What you are asked to do -
Print all the records exactly as they stand.

Saved data entries -
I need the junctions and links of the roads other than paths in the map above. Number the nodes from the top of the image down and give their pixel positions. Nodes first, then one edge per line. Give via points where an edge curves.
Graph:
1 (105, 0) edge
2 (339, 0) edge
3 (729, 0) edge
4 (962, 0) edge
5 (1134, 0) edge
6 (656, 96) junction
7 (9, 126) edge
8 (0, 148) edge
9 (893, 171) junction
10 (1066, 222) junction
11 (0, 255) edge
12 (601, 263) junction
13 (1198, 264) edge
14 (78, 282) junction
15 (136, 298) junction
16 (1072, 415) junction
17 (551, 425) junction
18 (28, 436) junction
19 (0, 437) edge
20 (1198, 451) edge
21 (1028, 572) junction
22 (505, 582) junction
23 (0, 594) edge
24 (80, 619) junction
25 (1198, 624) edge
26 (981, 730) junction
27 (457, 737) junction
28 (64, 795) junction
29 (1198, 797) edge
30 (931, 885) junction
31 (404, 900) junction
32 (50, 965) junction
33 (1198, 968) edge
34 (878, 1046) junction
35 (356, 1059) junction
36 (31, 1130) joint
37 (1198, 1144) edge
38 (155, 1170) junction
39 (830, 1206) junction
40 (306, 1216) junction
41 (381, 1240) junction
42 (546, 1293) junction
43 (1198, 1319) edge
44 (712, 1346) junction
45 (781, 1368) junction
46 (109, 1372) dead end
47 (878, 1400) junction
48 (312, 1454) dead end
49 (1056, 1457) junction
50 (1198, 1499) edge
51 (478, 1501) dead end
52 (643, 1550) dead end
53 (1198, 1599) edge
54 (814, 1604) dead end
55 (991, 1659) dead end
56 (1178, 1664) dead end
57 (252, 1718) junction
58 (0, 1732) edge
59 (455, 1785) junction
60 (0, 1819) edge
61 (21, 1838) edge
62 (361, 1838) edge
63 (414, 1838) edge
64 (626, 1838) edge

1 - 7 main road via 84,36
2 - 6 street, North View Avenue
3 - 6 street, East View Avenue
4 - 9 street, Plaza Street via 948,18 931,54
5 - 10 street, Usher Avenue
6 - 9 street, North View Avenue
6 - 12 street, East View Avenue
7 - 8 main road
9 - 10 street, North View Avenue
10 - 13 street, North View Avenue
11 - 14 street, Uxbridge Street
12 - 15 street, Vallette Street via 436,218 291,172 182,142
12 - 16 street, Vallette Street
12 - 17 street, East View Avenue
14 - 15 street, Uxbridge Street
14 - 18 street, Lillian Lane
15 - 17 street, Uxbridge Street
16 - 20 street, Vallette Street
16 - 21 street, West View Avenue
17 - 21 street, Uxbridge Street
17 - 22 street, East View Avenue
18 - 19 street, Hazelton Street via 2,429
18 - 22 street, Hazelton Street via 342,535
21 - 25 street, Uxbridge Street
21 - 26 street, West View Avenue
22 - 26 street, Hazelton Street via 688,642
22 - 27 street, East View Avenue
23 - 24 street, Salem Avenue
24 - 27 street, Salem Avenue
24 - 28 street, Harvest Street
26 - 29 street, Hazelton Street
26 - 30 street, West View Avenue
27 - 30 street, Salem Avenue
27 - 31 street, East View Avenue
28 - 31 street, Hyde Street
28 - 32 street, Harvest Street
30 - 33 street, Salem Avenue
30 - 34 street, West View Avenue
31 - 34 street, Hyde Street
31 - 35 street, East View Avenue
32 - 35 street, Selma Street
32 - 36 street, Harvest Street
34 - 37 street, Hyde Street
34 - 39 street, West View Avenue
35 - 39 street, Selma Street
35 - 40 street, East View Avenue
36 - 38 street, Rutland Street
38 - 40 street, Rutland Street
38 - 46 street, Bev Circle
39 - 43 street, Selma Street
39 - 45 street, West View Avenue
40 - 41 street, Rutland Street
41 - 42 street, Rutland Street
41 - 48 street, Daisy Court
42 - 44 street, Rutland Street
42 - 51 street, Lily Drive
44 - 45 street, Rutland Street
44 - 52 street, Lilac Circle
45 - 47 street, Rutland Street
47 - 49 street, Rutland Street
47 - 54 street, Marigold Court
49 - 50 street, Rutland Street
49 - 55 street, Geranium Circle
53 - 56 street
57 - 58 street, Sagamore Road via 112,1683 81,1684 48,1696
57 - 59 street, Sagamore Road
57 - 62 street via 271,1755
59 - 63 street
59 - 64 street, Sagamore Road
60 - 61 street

Solution below -
I need the junctions and links of the roads other than paths in the map above. Number the nodes from the top of the image down and give their pixel positions. Nodes first, then one edge per line. Give via points where an edge curves.
Graph:
1 (105, 0) edge
2 (339, 0) edge
3 (729, 0) edge
4 (962, 0) edge
5 (1134, 0) edge
6 (656, 96) junction
7 (9, 126) edge
8 (0, 148) edge
9 (893, 171) junction
10 (1066, 222) junction
11 (0, 255) edge
12 (601, 263) junction
13 (1198, 264) edge
14 (78, 282) junction
15 (136, 298) junction
16 (1072, 415) junction
17 (551, 425) junction
18 (28, 436) junction
19 (0, 437) edge
20 (1198, 451) edge
21 (1028, 572) junction
22 (505, 582) junction
23 (0, 594) edge
24 (80, 619) junction
25 (1198, 624) edge
26 (981, 730) junction
27 (457, 737) junction
28 (64, 795) junction
29 (1198, 797) edge
30 (931, 885) junction
31 (404, 900) junction
32 (50, 965) junction
33 (1198, 968) edge
34 (878, 1046) junction
35 (356, 1059) junction
36 (31, 1130) joint
37 (1198, 1144) edge
38 (155, 1170) junction
39 (830, 1206) junction
40 (306, 1216) junction
41 (381, 1240) junction
42 (546, 1293) junction
43 (1198, 1319) edge
44 (712, 1346) junction
45 (781, 1368) junction
46 (109, 1372) dead end
47 (878, 1400) junction
48 (312, 1454) dead end
49 (1056, 1457) junction
50 (1198, 1499) edge
51 (478, 1501) dead end
52 (643, 1550) dead end
53 (1198, 1599) edge
54 (814, 1604) dead end
55 (991, 1659) dead end
56 (1178, 1664) dead end
57 (252, 1718) junction
58 (0, 1732) edge
59 (455, 1785) junction
60 (0, 1819) edge
61 (21, 1838) edge
62 (361, 1838) edge
63 (414, 1838) edge
64 (626, 1838) edge

1 - 7 main road via 84,36
2 - 6 street, North View Avenue
3 - 6 street, East View Avenue
4 - 9 street, Plaza Street via 948,18 931,54
5 - 10 street, Usher Avenue
6 - 9 street, North View Avenue
6 - 12 street, East View Avenue
7 - 8 main road
9 - 10 street, North View Avenue
10 - 13 street, North View Avenue
11 - 14 street, Uxbridge Street
12 - 15 street, Vallette Street via 436,218 291,172 182,142
12 - 16 street, Vallette Street
12 - 17 street, East View Avenue
14 - 15 street, Uxbridge Street
14 - 18 street, Lillian Lane
15 - 17 street, Uxbridge Street
16 - 20 street, Vallette Street
16 - 21 street, West View Avenue
17 - 21 street, Uxbridge Street
17 - 22 street, East View Avenue
18 - 19 street, Hazelton Street via 2,429
18 - 22 street, Hazelton Street via 342,535
21 - 25 street, Uxbridge Street
21 - 26 street, West View Avenue
22 - 26 street, Hazelton Street via 688,642
22 - 27 street, East View Avenue
23 - 24 street, Salem Avenue
24 - 27 street, Salem Avenue
24 - 28 street, Harvest Street
26 - 29 street, Hazelton Street
26 - 30 street, West View Avenue
27 - 30 street, Salem Avenue
27 - 31 street, East View Avenue
28 - 31 street, Hyde Street
28 - 32 street, Harvest Street
30 - 33 street, Salem Avenue
30 - 34 street, West View Avenue
31 - 34 street, Hyde Street
31 - 35 street, East View Avenue
32 - 35 street, Selma Street
32 - 36 street, Harvest Street
34 - 37 street, Hyde Street
34 - 39 street, West View Avenue
35 - 39 street, Selma Street
35 - 40 street, East View Avenue
36 - 38 street, Rutland Street
38 - 40 street, Rutland Street
38 - 46 street, Bev Circle
39 - 43 street, Selma Street
39 - 45 street, West View Avenue
40 - 41 street, Rutland Street
41 - 42 street, Rutland Street
41 - 48 street, Daisy Court
42 - 44 street, Rutland Street
42 - 51 street, Lily Drive
44 - 45 street, Rutland Street
44 - 52 street, Lilac Circle
45 - 47 street, Rutland Street
47 - 49 street, Rutland Street
47 - 54 street, Marigold Court
49 - 50 street, Rutland Street
49 - 55 street, Geranium Circle
53 - 56 street
57 - 58 street, Sagamore Road via 112,1683 81,1684 48,1696
57 - 59 street, Sagamore Road
57 - 62 street via 271,1755
59 - 63 street
59 - 64 street, Sagamore Road
60 - 61 street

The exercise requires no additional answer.